Prosecutors alleged Wilson was the leader of a violent drug gang called the Stapleton Crew (witnesses at the trial denied using that label) that originated in the Stapleton Public housing projects of Staten Island. He was convicted for murdering NYPD Detectives James Nemorin and Rodney Andrews in a gun sale, then searching their bodies and stealing their car. The victims' family members and fellow police officers greeted pronouncement of his death sentence with cheers and applause; Wilson reacted by sticking his tongue out in their direction.
 
The case has attracted media attention because of the brutality of the murders as well as the rarity of a capital prosecution in New York. Wilson is the first person federally sentenced to death in New York in over 50 years. Wilson was originally charged in New York state court, but the federal government took over the prosecution after the New York Court of Appeals held that the state's death penalty statute violated the New York State Constitution. Wilson was held at the United States Penitentiary in Terre Haute, Indiana.

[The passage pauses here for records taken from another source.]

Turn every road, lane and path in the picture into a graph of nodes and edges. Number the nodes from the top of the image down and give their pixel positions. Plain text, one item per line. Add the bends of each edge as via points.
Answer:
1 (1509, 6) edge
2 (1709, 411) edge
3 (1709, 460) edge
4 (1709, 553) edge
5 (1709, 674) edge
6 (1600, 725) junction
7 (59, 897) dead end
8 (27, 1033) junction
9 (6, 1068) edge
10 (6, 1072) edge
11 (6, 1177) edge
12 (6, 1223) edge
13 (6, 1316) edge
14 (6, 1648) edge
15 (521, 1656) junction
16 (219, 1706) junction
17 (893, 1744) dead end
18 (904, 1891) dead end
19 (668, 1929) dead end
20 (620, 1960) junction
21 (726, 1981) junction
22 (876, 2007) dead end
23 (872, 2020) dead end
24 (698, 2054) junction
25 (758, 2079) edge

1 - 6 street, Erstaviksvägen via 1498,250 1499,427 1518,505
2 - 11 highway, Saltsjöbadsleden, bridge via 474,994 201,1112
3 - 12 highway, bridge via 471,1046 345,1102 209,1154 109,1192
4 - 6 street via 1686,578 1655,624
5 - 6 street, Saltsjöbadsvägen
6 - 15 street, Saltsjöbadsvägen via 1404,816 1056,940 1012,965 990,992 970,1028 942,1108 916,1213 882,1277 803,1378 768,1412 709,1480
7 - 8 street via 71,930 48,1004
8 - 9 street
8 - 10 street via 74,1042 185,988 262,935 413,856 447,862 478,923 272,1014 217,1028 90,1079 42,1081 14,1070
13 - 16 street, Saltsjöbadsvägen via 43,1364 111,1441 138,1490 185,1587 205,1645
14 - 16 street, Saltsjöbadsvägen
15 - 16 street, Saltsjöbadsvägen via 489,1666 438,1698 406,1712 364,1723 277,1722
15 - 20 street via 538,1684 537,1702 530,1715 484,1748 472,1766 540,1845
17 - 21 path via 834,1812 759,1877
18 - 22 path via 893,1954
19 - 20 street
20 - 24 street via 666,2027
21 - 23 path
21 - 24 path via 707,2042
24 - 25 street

In 2010 the Second Circuit Court of Appeals reversed Wilson's sentence. In the sentencing phase, the prosecutor "argued: [i] that Wilson put the government to its proof of guilt rather than plead guilty; and [ii] that Wilson's allocution of remorse should be discredited because he failed to testify notwithstanding the fact that "the path for that witness stand has never been blocked for Mr. Wilson." As to the first argument, although a guilty plea may properly be considered to support a sentence mitigation for acceptance of responsibility, the Sixth Amendment is violated when failure to plead guilty is treated as an aggravating circumstance. As to the second, it is a fair argument for the prosecution to say that an allocution of remorse is unsworn and uncrossed, but the Fifth Amendment is violated when the defendant is denied a charge that limits the Fifth Amendment waiver to that which is said in the allocution and the jury is invited to consider more generally that the defendant declined to testify." Because these constitutional violations were not harmless beyond a reasonable doubt, the court vacated Wilson's and his co-defendants' death sentences and remanded to the trial court for re-sentencing. The government's petition for rehearing en banc was denied on October 19, 2010.

After Wilson's death sentence was vacated by the Second Circuit Court of Appeals, he was moved from the United States Penitentiary in Terre Haute, Indiana to the Metropolitan Detention Center (MDC) in Brooklyn, New York. While in the MDC, he fathered a child with Federal Officer Nancy Gonzalez during an illicit rendezvous in the staff bathroom on July 15, 2012. On March 22, 2013, Gonzalez gave birth to a son they named Justus. The Wilson's attorneys are pressing an argument stating that he is mentally disabled and therefore not eligible for the death penalty based on the 2002 U.S. Supreme Court ruling outlawing the execution of mentally disabled offenders.

The prosecutor in the original case, Jack Smith, served as chief of the Public Integrity Section of the Department of Justice and as special counsel investigating Donald Trump.

On July 24, 2013, a Brooklyn federal jury sentenced Wilson to death for the 2003 murders, reinstating the previous death sentence that was thrown out in 2010. During his direct appeal, the Second Circuit Court of Appeals remanded the case to the district court with direction to reconsider, in light of an intervening Supreme Court case, the district court’s earlier ruling that Wilson is not intellectually disabled. 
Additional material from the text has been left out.